Fuery note que « la nouveauté des nouveaux médias n’est pas nécessairement leurs inventions techniques, c’est la transformation de vision qui agit sur la façon dont nous comprenons, et en fait même faisons, le monde et son ordre social » (2009 : 21). Ainsi en est-il des blogs personnels de mode : plus importante peut-être que l’innovation technologique, est la nouvelle vision du champ de la mode qu’ils offrent, une mode non pas centrée sur une élite productrice et consommatrice, mais sur les pratiques quotidiennes, l’ordinaire et l’amateur-expert.

Au coeur de cet ordinaire de mode se trouve également la conversation. En effet, s’ils se font les avocats d’une mode au quotidien, réelle, car présentée comme vraiment portée au jour le jour par les blogueuses, c’est également en construisant et représentant la mode comme objet de conversation courante, de discussion et de communication que les blogs inscrivent la mode dans le quotidien et les pratiques ordinaires.

Communication de mode

Plusieurs auteurs ont interrogé la mode en tant qu’outil de communication, certains la comparant à un langage (Lurie, 1981), d’autres soulignant les limites de cette comparaison (voir Barnard, 1996 ; Davis, 1994). Dans les deux cas, c’est sur la dimension sémiotique du vêtement que repose le rapprochement mode/communication. Cependant, le succès remporté par les blogs personnels de mode se fait le témoin d’un aspect négligé du rôle communicatif de la mode : sa qualité en tant qu’objet de discussion et de conversation.

Un blog, explique Lovink (2008 : 10), est « la voix d’une personne […]. C’est une prolongation digitale de traditions orales plus qu’une nouvelle forme d’écriture. » L’information n’est plus leçon mais conversation (p. 10). Les blogs, ajoute l’auteur, « se font l’écho de la rumeur et des potins, des conversations dans les cafés et les bars, dans les squares et les couloirs ». Avec les blogs personnels de mode, la syntaxe, le style choisis témoignent de cette oralité dont parle Lovink. L’écriture est souvent informelle, le ton léger et ironique, qui désacralisent la mode et rendent la communication plus intime, familière. Le 13 mai 2009, par exemple, Punky B écrit :

Ouais, grave le serre-tête c’est trop pas moi mais j’aime bien quand même...Laissez mémé Punky se faire un petit revival de sa jeunesse baignée par les heures passées au conservatoire de musique entourée de petits bougeois à la mode Le Quesnoy ! :) […] quand vous me lirez, je serai partie à la capitale de la France pour deux jours donc nada de chez nada jusqu’à vendredi mes chéries !
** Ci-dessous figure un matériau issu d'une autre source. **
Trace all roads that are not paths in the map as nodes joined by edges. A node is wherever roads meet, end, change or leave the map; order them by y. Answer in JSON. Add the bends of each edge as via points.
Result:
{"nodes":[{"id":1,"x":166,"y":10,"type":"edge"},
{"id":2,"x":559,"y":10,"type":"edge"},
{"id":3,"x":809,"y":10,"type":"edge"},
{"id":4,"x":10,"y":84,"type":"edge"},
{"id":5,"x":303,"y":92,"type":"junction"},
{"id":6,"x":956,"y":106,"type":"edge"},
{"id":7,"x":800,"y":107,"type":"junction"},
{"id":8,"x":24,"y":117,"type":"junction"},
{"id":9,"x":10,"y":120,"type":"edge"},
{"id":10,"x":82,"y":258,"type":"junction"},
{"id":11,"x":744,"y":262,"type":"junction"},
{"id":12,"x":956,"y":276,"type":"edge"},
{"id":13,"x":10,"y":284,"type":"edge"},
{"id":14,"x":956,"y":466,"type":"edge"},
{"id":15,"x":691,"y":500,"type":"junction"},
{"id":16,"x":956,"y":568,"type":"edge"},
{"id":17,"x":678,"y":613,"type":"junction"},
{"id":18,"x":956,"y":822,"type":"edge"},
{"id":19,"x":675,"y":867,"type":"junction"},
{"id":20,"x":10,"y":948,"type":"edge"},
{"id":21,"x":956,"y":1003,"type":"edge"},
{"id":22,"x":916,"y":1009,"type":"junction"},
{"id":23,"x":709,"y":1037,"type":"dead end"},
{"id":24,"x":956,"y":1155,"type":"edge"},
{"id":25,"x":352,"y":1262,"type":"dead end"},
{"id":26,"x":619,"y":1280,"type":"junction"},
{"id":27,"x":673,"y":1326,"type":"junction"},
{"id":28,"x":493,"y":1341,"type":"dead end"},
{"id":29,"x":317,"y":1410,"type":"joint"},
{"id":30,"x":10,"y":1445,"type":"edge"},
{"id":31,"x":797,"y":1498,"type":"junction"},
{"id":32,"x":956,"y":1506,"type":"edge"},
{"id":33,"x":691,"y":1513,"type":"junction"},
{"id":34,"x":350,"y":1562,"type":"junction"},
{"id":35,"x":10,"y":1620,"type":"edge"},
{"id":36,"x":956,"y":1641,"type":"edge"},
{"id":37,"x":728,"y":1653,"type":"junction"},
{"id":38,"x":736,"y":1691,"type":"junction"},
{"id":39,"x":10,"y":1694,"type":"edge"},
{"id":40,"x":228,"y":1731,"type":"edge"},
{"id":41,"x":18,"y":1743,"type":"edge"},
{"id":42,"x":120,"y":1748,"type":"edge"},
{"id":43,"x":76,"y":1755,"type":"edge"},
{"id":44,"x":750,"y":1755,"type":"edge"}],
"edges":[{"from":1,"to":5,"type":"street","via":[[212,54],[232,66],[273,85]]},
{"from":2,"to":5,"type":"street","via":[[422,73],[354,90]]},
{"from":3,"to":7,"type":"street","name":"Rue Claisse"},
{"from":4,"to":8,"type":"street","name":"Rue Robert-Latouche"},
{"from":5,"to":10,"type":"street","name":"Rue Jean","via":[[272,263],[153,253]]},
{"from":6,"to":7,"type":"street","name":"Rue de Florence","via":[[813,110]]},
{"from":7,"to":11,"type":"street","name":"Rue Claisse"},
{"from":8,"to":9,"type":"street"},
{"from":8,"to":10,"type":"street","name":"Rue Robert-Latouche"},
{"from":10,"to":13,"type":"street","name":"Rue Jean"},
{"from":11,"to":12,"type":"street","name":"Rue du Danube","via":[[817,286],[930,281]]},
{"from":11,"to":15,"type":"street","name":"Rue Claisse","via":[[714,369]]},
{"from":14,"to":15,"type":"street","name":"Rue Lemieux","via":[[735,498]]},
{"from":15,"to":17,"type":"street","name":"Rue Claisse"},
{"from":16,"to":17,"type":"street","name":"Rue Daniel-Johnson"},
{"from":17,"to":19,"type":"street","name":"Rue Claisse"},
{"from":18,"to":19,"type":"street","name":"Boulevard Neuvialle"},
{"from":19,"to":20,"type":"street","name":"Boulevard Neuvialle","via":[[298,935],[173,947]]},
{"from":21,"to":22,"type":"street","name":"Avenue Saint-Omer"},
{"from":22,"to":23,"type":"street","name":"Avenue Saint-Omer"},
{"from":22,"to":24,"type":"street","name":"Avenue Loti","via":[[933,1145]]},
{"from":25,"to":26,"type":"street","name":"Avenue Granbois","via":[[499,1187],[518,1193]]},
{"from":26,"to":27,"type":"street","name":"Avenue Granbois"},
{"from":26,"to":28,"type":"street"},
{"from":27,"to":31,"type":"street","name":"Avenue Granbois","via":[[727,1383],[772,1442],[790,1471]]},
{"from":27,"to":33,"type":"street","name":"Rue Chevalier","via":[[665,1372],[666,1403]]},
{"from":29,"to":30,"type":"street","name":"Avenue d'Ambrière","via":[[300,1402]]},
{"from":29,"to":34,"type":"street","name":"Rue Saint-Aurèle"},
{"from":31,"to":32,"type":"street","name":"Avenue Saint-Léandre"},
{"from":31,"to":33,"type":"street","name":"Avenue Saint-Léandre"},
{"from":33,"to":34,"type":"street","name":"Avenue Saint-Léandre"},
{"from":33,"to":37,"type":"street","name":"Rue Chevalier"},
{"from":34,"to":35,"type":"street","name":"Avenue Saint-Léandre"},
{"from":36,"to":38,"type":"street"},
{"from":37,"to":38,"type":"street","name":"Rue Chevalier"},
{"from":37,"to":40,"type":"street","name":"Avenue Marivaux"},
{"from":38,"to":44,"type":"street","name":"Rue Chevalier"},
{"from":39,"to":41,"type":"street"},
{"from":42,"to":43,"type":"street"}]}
Les fautes de grammaire, de vocabulaire ou de frappe (« bougeois » au lieu de « bourgeois » dans l’exemple ci-dessus) sont récurrentes, qui donnent à l’écriture en blogosphère un air d’immédiat, de spontané, évocateur du langage parlé. Ainsi Susie Lau (2008) remarque que « la rédaction en tant que telle ne prend pas de temps du tout du fait de la façon candide/informelle dont j’écris ».

Les blogueuses ne se contentent pas de parler à leurs lectrices. Elles parlent avec elles. Ainsi, les interpellent-elles régulièrement, la parole leur étant offerte par l’entremise de la section commentaire. À propos de vêtements qu’elle vient d’acheter, Lau écrit : « j’ai aussi récupéré des gants en daim rouge pour aller avec le bonnet rouge que je portais quand j’avais 7 ans. Je répète ; des plis, des gants, du mi-long…c’est clair, non ? tout est connecté […] d’accord ? » (10 novembre 2009), à quoi une des lectrices répond : « Les longs gants noirs sont extras […]. Je ne suis pas certaine de ce que je pense des chaussures de chez Beacon’s closet, la forme du talon me dérange un peu » (Ganymede girl, 10 novembre 2009). Le 2 janvier 2010, Annie Spandex demande un conseil technique : « J’ai du utiliser mon téléphone portable pour prendre des images la nuit dernière ! Désolée pour la mauvaise qualité […]. J’espère que c’était un problème de pile et que mon appareil photo est okay, sinon, on dirait que je vais devoir en acheter un autre. Des recommandations ? » Le 2 décembre 2009, à la suite à un billet de Punky B à propos d’une paire de chaussures « qui divise les foules, la paire qui fait soit rêver soit vomir ! :) », une lectrice répond, s’adressant aussi à d’autres lectrices : « Rêver ou Vomir ? Je suis en pleine hésitation […]. C’est pas le genre de truc qu’on prend à la légère. Merde alors ! Par contre je suis bien d’accord avec Lady. D, ça me rappelle trop le collège ! Et je le suis aussi avec E, c’est juste pas possible dans mon budget Décembre » (Pétra). Ainsi que le note Barbara Kaye (2007 : 129-130), les blogs

sont des formes de communication à sens unique ou bilatéral. Les utilisateurs de blogs peuvent s’investir autant qu’ils le désirent. Ils peuvent se contenter de lire ce qu’un blogueur a posté, ils peuvent cliquer sur les liens ou non, ils peuvent choisir ou non d’envoyer à un blogueur leurs analyses et leurs opinions avec des liens vers des informations additionnelles, et ils peuvent choisir ou non de participer à un dialogue avec le blogueur et les autres lecteurs du blog.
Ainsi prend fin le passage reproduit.